Guanabenz-treated mice show increased food intake and body weight. Food intake and body weight are measured after intracerebroventricular (i.c.v.) injection of guanabenz into C57BL/6 mice (n = 4/group). (A) The cumulative food intake of guanabenz-treated mice is significantly higher than that of vehicle-treated control mice 6 h post-injection, with no alteration observed in 24-h food intake. (B) Guanabenz treatment led to an increase in body weight compared to vehicle-treated control mice at 6 h post-injection, with no significant alteration observed in 24 h changes in body weight.

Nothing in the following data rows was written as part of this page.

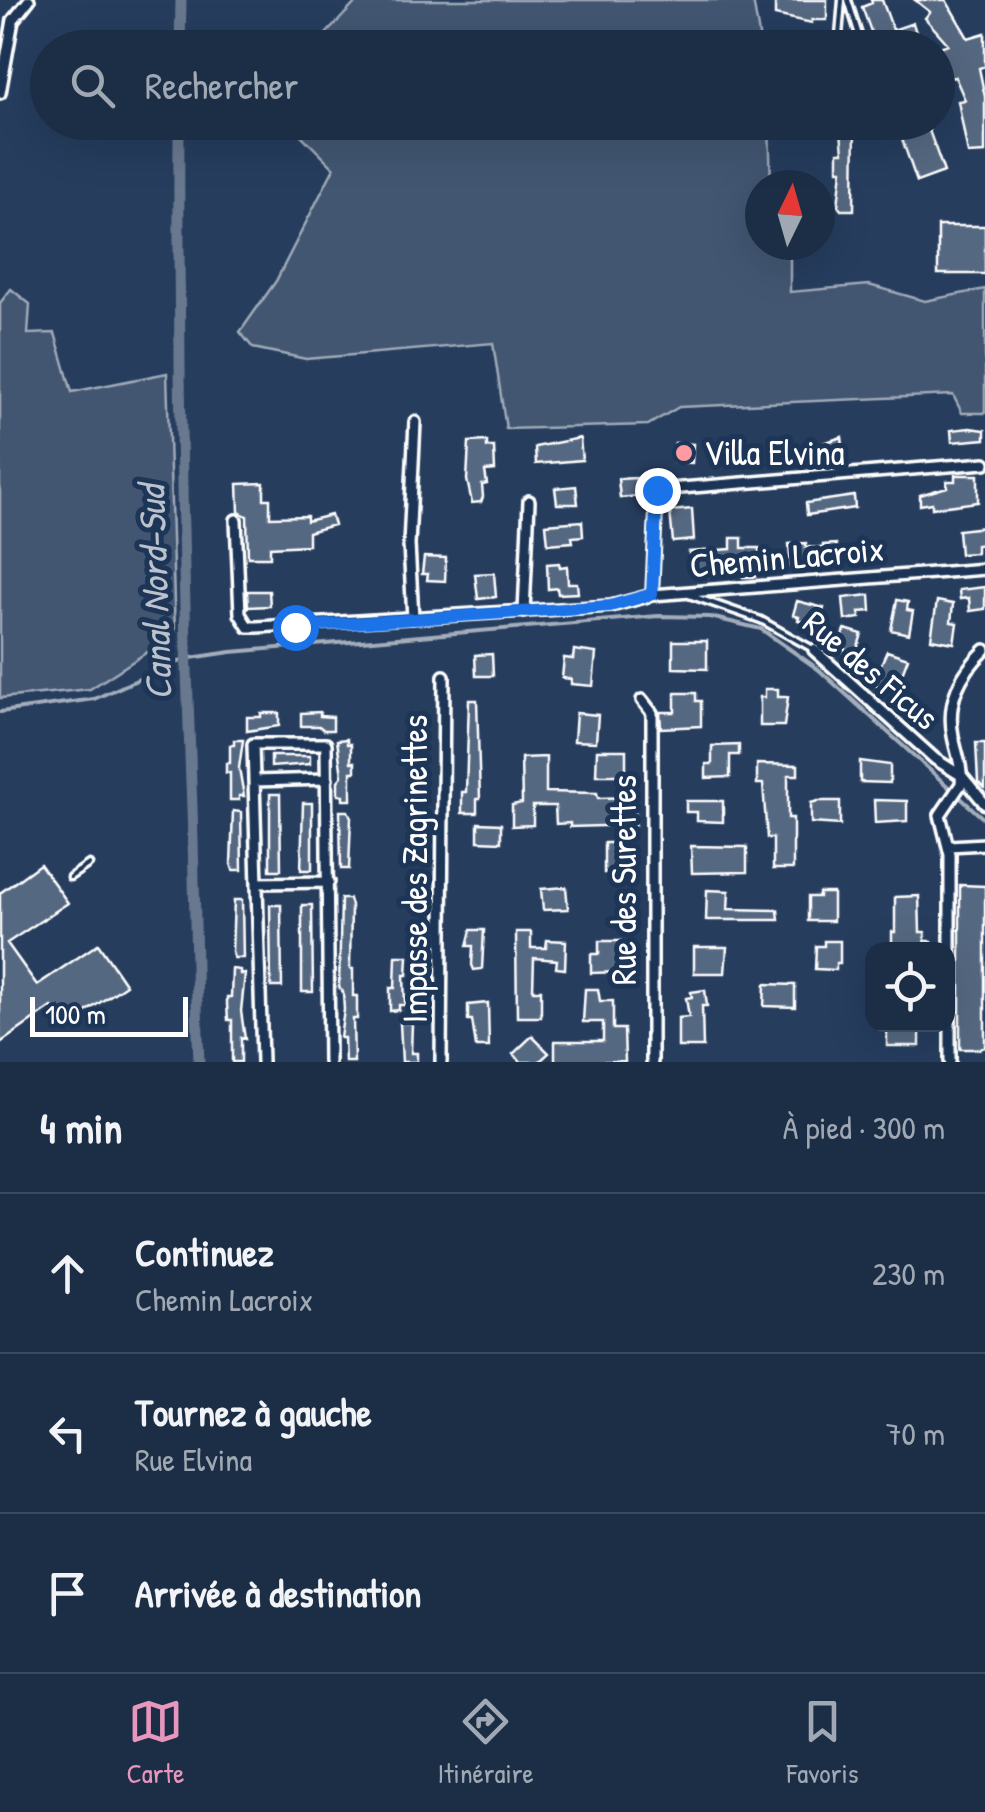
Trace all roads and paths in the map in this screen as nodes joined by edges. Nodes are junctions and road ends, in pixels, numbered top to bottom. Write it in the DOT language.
graph roads {
  1 [pos="29,0"];
  2 [pos="845,0"];
  3 [pos="1,17"];
  4 [pos="13,20"];
  5 [pos="842,30"];
  6 [pos="855,30"];
  7 [pos="0,94"];
  8 [pos="415,422"];
  9 [pos="985,462"];
  10 [pos="529,501"];
  11 [pos="236,520"];
  12 [pos="985,569"];
  13 [pos="685,593"];
  14 [pos="652,594"];
  15 [pos="524,612"];
  16 [pos="412,618"];
  17 [pos="814,650"];
  18 [pos="985,650"];
  19 [pos="444,676"];
  20 [pos="642,700"];
  21 [pos="327,779"];
  22 [pos="962,780"];
  23 [pos="254,781"];
  24 [pos="984,803"];
  25 [pos="985,844"];
  26 [pos="948,846"];
  27 [pos="89,864"];
  28 [pos="70,877"];
  29 [pos="329,882"];
  30 [pos="258,883"];
  31 [pos="262,1062"];
  32 [pos="329,1062"];
  33 [pos="441,1062"];
  34 [pos="652,1062"];
  35 [pos="950,1062"];
  1 -- 4 [label="street"];
  2 -- 5 [label="lane"];
  2 -- 6 [label="lane"];
  3 -- 4 [label="street"];
  4 -- 7 [label="street"];
  8 -- 16 [label="street"];
  9 -- 14 [label="street"];
  10 -- 15 [label="street"];
  11 -- 16 [label="street, Chemin Lacroix"];
  12 -- 13 [label="street, Chemin Lacroix"];
  13 -- 14 [label="street, Chemin Lacroix"];
  13 -- 17 [label="lane, Rue des Ficus"];
  14 -- 15 [label="street, Chemin Lacroix"];
  15 -- 16 [label="street, Chemin Lacroix"];
  17 -- 22 [label="street, Rue des Ficus"];
  18 -- 22 [label="street"];
  19 -- 33 [label="street, Impasse des Zagrinettes"];
  20 -- 34 [label="street, Rue des Surettes"];
  21 -- 23 [label="street"];
  21 -- 23 [label="street"];
  21 -- 29 [label="street"];
  22 -- 24 [label="street"];
  22 -- 26 [label="street"];
  23 -- 30 [label="street"];
  25 -- 26 [label="street"];
  26 -- 35 [label="street"];
  27 -- 28 [label="lane"];
  29 -- 30 [label="street"];
  29 -- 32 [label="street"];
  30 -- 31 [label="street"];
}
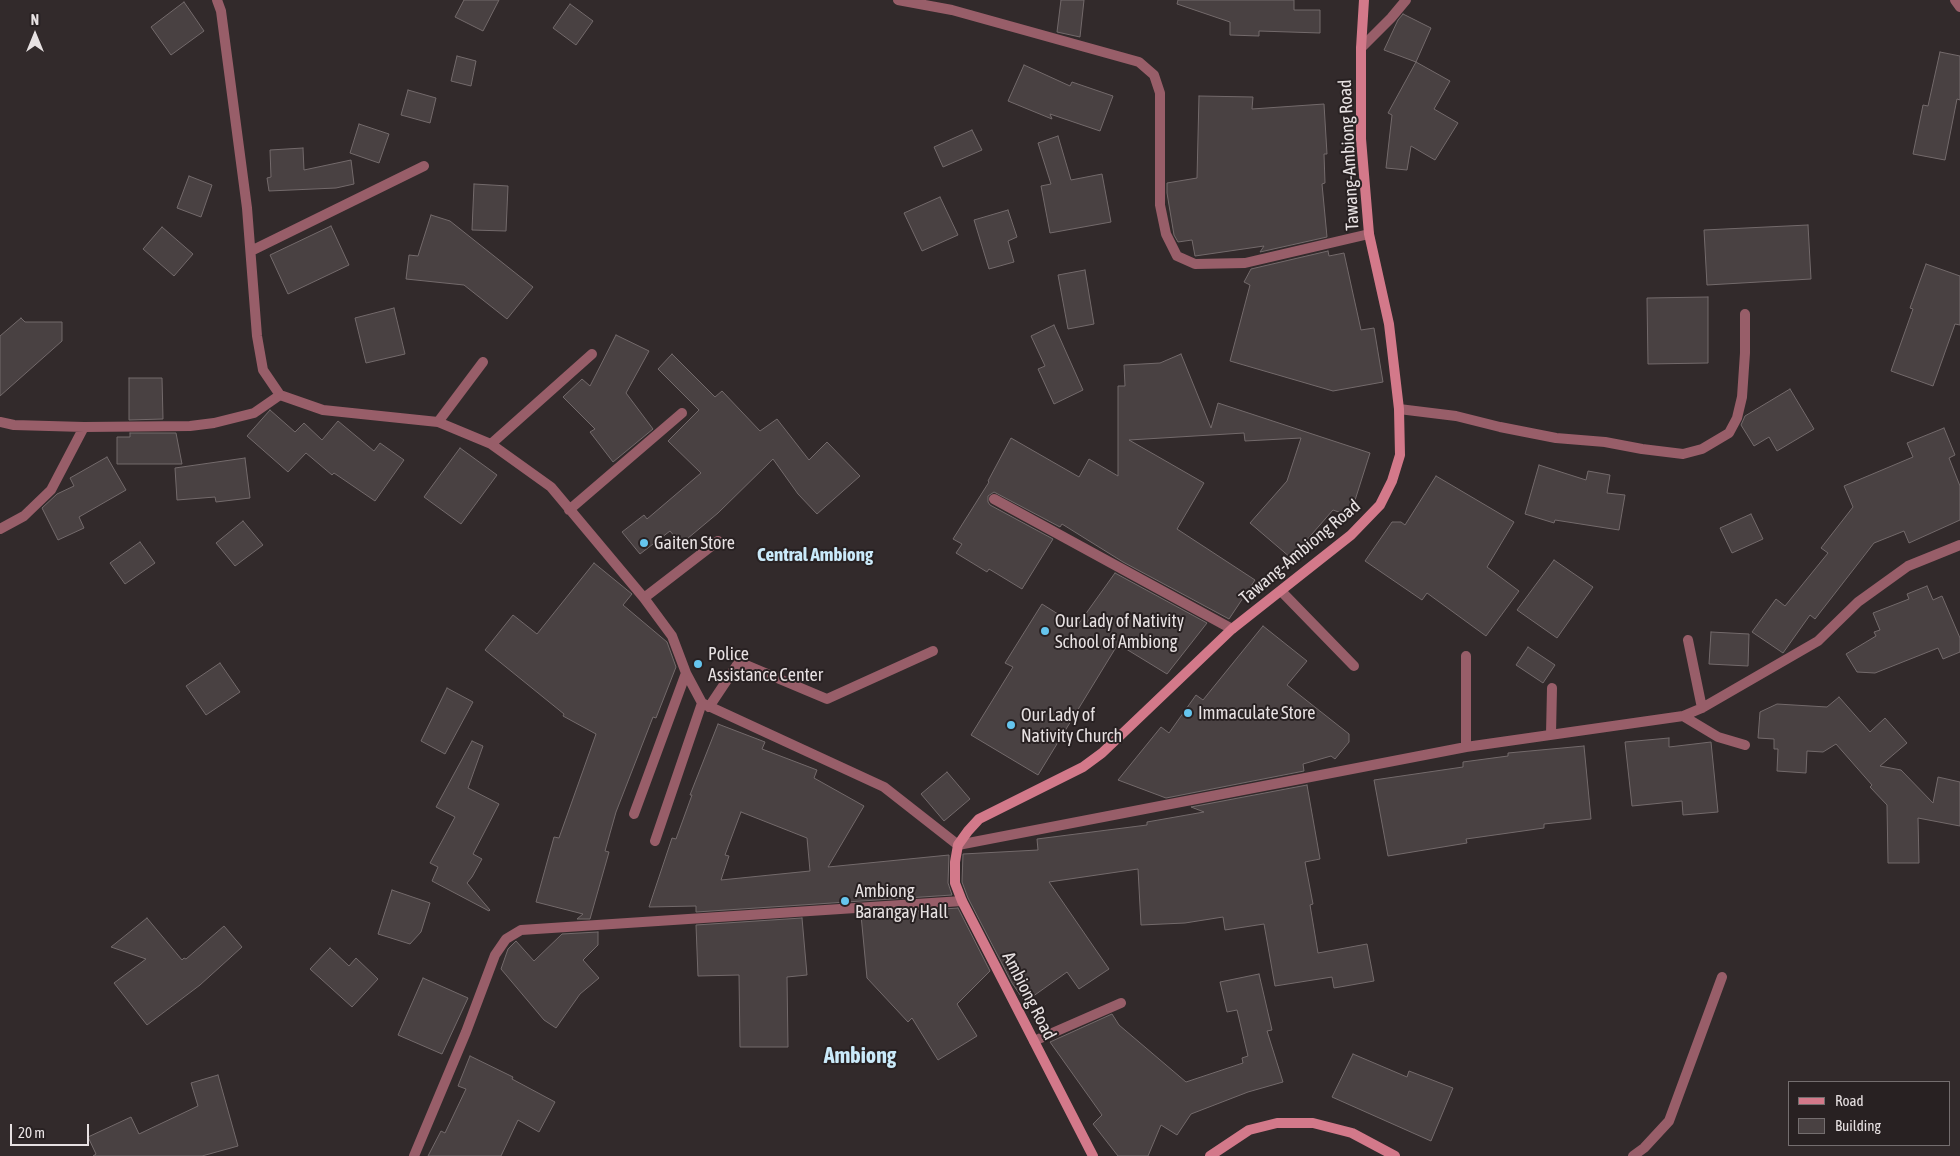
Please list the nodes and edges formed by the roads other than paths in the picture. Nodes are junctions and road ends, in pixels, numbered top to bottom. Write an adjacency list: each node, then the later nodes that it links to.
1 (217, 0): 10 (street)
2 (898, 0): 9 (street)
3 (1364, 0): 7 (main road, Tawang-Ambiong Road)
4 (1406, 0): 7 (street)
5 (1955, 0): 6 (street)
6 (1960, 7)
7 (1361, 48): 9 (main road, Tawang-Ambiong Road)
8 (424, 166): 10 (street)
9 (1369, 234): 15 (main road, Tawang-Ambiong Road)
10 (251, 251): 14 (street)
11 (1745, 314): 15 (street)
12 (592, 354): 20 (street)
13 (483, 362): 18 (street)
14 (280, 395): 18 (street); 19 (street)
15 (1399, 409): 26 (main road, Tawang-Ambiong Road)
16 (682, 413): 22 (street)
17 (0, 422): 19 (street)
18 (438, 422): 20 (street)
19 (84, 427): 23 (street)
20 (490, 444): 22 (street)
21 (994, 499): 28 (street)
22 (569, 510): 27 (street)
23 (0, 529)
24 (718, 541): 27 (street)
25 (1960, 545): 36 (street)
26 (1281, 590): 28 (main road, Tawang-Ambiong Road); 32 (street)
27 (644, 598): 33 (street)
28 (1232, 629): 43 (main road, Tawang-Ambiong Road)
29 (1688, 640): 36 (street)
30 (933, 651): 35 (street)
31 (1466, 656): 40 (street)
32 (1354, 666)
33 (686, 673): 35 (street); 41 (street)
34 (1552, 688): 38 (street)
35 (706, 705): 42 (street); 43 (street)
36 (1702, 708): 37 (street)
37 (1683, 716): 38 (street); 39 (street)
38 (1551, 734): 40 (street)
39 (1745, 745)
40 (1466, 747): 43 (street)
41 (634, 814)
42 (655, 841)
43 (958, 845): 44 (main road, Ambiong Road)
44 (962, 901): 47 (main road, Ambiong Road); 48 (street)
45 (1722, 977): 52 (street)
46 (1121, 1002): 47 (street)
47 (1034, 1041): 49 (main road, Ambiong Road)
48 (414, 1156)
49 (1093, 1156)
50 (1210, 1156): 51 (main road)
51 (1395, 1156)
52 (1633, 1156)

Results are presented as mean ± SEMs. (A,B): *** p < 0.001 vs. CTL, as determined using an unpaired two-tailed Student’s t-test. CTL (Control); GBZ (Guanabenz).

Figure 4

Guanabenz-treated mice exhibit an increase in energy expenditure. Metabolic phenotypes were evaluated after guanabenz injection in C57BL/6 mice using indirect calorimetry (n = 4/group). (A) Oxygen consumption (VO₂) did not show significant differences, but (B) carbon dioxide production (VCO₂), (C) respiratory exchange ratio (RER), and (D) energy expenditure increased in mice treated with guanabenz compared to vehicle-treated control mice over a 6-h period. Results are presented as mean ± SEMs. A-D: * p < 0.05, ** p < 0.01 vs. CTL, as determined using an unpaired two-tailed Student’s t-test. The arrow indicates the time of the guanabenz injection. CTL (Control); GBZ (Guanabenz).

Figure 5

Guanabenz-induced increase in food intake and energy expenditure was rescued by the inactivation of dopaminergic neurons in ARC. (A) The AAV-hSyn-DIO-hM4D (Gi)-mCherry (hM4D) virus is injected into the hypothalamic arcuate nucleus (ARC) of DAT-cre; GFP mice to inhibit the activity of dopaminergic neurons. (B) Representative images show the hM4D virus (green) in DAT-positive neurons (red) in hypothalamic ARC. The insets show the signals at higher magnifications. (C) The increased food intake induced by guanabenz is decreased in hM4D virus-injected mice (n = 4/group). (D) No significant changes in body weight occurred in guanabenz-treated mice after the inactivation of dopaminergic neurons in the hypothalamic ARC (n = 4/group). (E) In all groups, there were no significant differences in oxygen consumption (VO₂). The guanabenz-induced elevation in (F) carbon dioxide production (VCO₂), (G) respiratory exchange ratio (RER), and (H) energy expenditure was almost completely rescued by injection of the hM4D virus during the 6-h post-guanabenz treatment period. Results are presented as mean ± SEMs. C-H: * p < 0.05, *** p < 0.001 vs. CTL; # p < 0.05, ### p < 0.001 vs. GBZ, as determined using a one-way ANOVA followed by Sidak’s post hoc multiple comparison test. CTL (Control); GBZ (Guanabenz); hM4D (AAV-hSyn-DIO-hM4D). Scale bar = 100 μm.